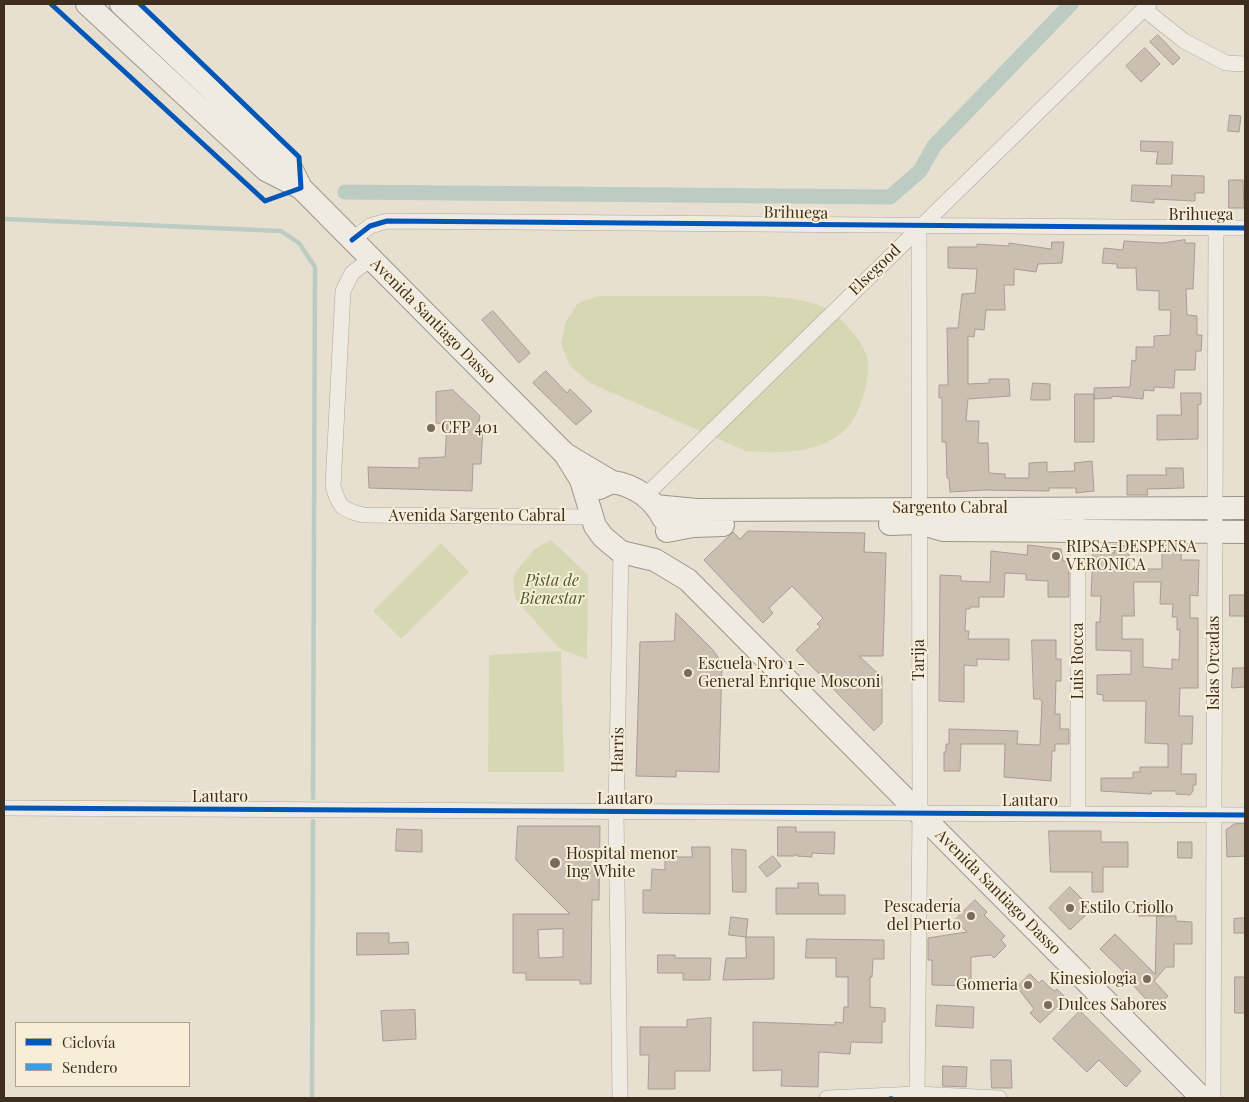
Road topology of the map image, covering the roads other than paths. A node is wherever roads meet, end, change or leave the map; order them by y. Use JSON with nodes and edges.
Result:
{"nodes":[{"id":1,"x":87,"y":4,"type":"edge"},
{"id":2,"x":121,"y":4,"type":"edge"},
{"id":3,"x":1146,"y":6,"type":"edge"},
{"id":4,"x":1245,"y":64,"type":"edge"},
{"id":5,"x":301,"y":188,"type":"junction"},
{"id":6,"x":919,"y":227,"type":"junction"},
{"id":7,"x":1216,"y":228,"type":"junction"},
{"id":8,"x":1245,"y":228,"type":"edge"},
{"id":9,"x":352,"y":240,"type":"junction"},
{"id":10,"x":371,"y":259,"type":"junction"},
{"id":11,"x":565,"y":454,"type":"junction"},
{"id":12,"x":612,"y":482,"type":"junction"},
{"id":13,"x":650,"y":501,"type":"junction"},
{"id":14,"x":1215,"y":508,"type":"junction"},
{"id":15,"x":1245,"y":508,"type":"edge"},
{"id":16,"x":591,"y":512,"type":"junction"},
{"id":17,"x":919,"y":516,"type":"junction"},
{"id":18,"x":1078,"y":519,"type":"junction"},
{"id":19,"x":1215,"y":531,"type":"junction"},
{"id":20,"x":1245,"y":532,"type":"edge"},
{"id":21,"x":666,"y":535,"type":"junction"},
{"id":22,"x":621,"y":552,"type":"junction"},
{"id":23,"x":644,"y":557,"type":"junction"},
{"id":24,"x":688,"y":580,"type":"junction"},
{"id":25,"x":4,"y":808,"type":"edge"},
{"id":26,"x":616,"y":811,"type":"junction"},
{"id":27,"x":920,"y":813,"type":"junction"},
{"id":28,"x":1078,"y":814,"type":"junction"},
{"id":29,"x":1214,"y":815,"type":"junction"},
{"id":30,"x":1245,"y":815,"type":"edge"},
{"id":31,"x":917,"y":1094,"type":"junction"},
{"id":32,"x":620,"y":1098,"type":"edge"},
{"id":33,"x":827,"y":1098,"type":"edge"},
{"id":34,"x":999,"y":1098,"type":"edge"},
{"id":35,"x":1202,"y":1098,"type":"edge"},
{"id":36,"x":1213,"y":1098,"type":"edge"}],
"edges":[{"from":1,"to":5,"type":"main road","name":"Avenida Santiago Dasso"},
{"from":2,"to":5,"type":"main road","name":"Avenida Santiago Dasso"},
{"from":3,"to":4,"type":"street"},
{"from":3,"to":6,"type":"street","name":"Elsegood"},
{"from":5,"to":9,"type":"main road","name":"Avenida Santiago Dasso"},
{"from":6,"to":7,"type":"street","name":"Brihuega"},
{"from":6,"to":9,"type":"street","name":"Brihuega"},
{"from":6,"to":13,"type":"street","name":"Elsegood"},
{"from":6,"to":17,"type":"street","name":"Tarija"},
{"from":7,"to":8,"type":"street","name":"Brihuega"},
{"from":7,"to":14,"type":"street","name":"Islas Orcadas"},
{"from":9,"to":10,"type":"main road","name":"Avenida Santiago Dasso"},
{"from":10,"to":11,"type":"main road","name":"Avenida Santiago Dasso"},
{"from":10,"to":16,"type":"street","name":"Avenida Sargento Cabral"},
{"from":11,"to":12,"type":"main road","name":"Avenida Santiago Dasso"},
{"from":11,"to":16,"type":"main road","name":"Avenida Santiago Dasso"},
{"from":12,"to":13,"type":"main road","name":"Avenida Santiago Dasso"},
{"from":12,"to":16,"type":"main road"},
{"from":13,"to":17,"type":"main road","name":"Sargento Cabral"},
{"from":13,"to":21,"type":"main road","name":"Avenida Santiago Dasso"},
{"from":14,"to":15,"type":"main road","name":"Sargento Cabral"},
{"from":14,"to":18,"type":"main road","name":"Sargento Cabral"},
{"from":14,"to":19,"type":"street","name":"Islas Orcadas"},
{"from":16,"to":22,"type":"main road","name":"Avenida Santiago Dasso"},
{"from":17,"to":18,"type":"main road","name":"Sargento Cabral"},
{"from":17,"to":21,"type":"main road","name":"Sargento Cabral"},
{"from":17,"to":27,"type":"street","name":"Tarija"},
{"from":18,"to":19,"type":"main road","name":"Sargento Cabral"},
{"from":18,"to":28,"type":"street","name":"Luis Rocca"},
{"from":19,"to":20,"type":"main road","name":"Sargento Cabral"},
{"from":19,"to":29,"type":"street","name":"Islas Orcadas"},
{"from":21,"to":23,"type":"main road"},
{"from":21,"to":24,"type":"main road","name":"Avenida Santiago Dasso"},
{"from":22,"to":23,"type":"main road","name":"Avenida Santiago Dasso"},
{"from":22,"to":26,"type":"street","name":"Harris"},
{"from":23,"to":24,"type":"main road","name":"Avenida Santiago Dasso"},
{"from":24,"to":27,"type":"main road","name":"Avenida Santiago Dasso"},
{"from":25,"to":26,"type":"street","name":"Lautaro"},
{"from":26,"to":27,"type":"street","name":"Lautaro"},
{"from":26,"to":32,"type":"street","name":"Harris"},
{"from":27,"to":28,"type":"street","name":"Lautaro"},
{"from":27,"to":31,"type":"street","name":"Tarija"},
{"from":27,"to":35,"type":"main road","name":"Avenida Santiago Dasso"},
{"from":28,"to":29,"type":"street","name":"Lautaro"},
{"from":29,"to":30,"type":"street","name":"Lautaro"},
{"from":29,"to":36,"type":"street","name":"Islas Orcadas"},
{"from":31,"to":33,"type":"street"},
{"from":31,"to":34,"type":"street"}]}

-- -- --

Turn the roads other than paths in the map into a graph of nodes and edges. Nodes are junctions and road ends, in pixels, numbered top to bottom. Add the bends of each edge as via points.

-- -- --

[ASSIGNED TASK]
Each line above that contains the string "than" should be copied.

[WORKED SOLUTION]
Road topology of the map image, covering the roads other than paths. A node is wherever roads meet, end, change or leave the map; order them by y. Use JSON with nodes and edges.
Turn the roads other than paths in the map into a graph of nodes and edges. Nodes are junctions and road ends, in pixels, numbered top to bottom. Add the bends of each edge as via points.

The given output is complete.